▶ DATA:
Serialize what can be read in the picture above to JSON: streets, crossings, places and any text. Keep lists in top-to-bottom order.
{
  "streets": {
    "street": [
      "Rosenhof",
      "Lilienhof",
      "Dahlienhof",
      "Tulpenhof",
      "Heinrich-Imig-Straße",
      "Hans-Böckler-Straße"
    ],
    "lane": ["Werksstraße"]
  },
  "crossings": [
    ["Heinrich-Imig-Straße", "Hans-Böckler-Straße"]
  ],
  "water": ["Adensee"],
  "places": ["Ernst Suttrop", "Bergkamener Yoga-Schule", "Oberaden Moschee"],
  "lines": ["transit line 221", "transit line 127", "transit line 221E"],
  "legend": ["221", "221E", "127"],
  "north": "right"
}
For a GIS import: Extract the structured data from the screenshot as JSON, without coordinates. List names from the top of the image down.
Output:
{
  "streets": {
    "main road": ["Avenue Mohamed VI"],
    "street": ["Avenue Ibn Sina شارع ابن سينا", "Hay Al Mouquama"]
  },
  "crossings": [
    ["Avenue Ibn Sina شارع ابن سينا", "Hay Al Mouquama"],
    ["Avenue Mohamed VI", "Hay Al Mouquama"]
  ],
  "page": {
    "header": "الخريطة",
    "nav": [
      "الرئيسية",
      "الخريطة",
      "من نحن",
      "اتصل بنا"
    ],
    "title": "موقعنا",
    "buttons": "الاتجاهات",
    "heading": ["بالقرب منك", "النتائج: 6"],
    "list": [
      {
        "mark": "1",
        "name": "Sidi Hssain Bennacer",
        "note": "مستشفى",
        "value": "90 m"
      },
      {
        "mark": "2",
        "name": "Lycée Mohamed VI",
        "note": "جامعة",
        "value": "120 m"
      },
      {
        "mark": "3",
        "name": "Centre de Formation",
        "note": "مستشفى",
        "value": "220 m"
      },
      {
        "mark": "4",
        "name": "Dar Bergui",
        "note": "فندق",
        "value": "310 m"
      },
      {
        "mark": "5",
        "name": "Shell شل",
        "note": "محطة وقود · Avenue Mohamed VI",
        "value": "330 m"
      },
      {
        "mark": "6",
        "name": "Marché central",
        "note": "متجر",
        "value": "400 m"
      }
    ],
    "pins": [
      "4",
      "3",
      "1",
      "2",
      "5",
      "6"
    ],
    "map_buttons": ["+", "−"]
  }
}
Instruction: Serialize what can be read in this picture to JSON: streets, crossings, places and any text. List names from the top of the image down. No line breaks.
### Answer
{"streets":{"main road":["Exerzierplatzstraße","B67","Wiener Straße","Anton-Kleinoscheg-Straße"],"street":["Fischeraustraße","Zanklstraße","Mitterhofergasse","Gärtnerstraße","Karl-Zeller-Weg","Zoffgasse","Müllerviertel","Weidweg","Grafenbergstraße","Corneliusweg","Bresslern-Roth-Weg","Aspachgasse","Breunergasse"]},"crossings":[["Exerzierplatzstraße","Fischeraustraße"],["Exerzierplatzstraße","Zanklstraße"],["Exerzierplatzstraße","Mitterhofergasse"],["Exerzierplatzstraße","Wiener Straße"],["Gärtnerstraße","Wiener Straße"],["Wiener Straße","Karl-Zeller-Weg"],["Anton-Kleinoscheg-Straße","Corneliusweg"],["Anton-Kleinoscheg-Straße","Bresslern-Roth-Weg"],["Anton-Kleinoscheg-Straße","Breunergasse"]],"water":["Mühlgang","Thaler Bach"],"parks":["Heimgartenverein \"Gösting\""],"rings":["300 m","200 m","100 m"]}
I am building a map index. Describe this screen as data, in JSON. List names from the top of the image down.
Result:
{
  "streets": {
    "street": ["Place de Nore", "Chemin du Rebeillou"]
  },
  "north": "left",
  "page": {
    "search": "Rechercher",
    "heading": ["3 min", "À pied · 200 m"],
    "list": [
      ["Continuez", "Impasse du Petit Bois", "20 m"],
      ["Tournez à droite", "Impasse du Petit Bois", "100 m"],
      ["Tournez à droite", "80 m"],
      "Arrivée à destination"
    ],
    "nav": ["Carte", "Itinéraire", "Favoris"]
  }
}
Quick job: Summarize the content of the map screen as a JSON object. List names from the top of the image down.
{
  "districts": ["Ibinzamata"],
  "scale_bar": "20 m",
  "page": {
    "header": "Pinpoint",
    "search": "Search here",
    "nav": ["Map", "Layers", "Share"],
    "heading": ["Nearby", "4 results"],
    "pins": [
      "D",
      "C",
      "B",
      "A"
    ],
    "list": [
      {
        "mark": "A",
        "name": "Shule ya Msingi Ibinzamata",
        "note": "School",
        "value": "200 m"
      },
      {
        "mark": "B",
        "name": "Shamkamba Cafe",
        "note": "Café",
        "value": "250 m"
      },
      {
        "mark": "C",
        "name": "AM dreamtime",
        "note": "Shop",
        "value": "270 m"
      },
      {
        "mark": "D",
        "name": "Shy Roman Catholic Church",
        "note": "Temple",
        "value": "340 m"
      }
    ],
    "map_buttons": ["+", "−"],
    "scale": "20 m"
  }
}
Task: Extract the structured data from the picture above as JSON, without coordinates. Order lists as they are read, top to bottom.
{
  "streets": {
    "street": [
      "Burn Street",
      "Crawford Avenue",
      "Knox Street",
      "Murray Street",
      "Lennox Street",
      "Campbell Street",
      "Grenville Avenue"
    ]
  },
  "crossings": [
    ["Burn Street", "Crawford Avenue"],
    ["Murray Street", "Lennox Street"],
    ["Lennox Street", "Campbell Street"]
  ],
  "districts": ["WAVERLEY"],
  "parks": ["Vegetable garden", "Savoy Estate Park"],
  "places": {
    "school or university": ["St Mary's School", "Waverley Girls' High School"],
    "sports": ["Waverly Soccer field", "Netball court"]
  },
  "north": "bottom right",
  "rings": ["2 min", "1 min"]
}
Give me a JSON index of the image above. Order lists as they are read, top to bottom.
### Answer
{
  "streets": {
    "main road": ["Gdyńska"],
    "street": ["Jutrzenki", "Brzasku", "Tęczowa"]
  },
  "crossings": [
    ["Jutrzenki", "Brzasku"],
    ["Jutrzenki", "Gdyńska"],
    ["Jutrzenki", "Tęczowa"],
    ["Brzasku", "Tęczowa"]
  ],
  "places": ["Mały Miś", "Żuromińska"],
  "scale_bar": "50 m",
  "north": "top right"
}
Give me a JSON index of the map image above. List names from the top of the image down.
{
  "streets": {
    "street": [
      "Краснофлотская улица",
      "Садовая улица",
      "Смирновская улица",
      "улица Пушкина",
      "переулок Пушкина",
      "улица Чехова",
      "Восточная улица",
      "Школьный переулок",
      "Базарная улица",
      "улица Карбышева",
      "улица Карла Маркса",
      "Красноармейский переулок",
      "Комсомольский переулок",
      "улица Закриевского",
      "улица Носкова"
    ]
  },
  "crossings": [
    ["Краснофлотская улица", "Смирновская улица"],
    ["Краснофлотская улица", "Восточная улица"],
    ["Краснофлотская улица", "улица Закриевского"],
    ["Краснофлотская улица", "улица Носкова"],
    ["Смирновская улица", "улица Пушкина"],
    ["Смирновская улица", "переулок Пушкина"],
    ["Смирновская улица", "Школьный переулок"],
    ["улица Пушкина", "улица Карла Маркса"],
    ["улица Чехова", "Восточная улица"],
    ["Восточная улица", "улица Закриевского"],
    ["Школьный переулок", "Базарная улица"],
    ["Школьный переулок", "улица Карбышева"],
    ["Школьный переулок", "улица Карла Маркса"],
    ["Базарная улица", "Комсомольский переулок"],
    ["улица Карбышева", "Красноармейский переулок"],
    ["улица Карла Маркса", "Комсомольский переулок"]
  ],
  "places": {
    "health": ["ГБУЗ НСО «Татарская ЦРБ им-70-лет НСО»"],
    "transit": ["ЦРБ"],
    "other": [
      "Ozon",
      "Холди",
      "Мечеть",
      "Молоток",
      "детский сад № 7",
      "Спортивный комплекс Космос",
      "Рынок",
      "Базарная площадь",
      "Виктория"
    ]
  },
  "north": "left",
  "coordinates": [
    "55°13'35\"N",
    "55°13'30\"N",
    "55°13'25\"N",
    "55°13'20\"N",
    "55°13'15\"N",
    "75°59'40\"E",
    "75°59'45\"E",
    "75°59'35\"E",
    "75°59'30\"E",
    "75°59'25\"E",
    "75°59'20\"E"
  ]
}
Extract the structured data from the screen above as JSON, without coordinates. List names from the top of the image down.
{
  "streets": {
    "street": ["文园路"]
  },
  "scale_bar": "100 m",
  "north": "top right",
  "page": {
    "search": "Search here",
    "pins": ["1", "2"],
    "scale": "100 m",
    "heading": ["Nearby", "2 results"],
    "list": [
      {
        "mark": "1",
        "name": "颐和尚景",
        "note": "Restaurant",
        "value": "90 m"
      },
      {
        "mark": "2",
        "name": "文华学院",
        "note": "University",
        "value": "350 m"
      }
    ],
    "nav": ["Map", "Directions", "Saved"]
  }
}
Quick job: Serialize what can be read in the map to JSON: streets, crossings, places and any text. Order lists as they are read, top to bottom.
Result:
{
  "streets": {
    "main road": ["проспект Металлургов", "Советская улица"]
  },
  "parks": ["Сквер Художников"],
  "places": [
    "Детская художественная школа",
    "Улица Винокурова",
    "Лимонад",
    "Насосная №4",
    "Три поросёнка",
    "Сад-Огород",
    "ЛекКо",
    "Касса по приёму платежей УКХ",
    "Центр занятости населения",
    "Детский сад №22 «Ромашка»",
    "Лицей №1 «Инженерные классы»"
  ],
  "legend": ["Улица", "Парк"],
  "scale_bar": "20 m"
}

▶ EXERCISE AIM:
Reproduce exactly, please, only the lines from the start of the data above to the line that contains "For a GIS import: Extract", with both ends kept.

▶ OUTPUT OF THE EXERCISE:
Serialize what can be read in the picture above to JSON: streets, crossings, places and any text. Keep lists in top-to-bottom order.
{
  "streets": {
    "street": [
      "Rosenhof",
      "Lilienhof",
      "Dahlienhof",
      "Tulpenhof",
      "Heinrich-Imig-Straße",
      "Hans-Böckler-Straße"
    ],
    "lane": ["Werksstraße"]
  },
  "crossings": [
    ["Heinrich-Imig-Straße", "Hans-Böckler-Straße"]
  ],
  "water": ["Adensee"],
  "places": ["Ernst Suttrop", "Bergkamener Yoga-Schule", "Oberaden Moschee"],
  "lines": ["transit line 221", "transit line 127", "transit line 221E"],
  "legend": ["221", "221E", "127"],
  "north": "right"
}
For a GIS import: Extract the structured data from the screenshot as JSON, without coordinates. List names from the top of the image down.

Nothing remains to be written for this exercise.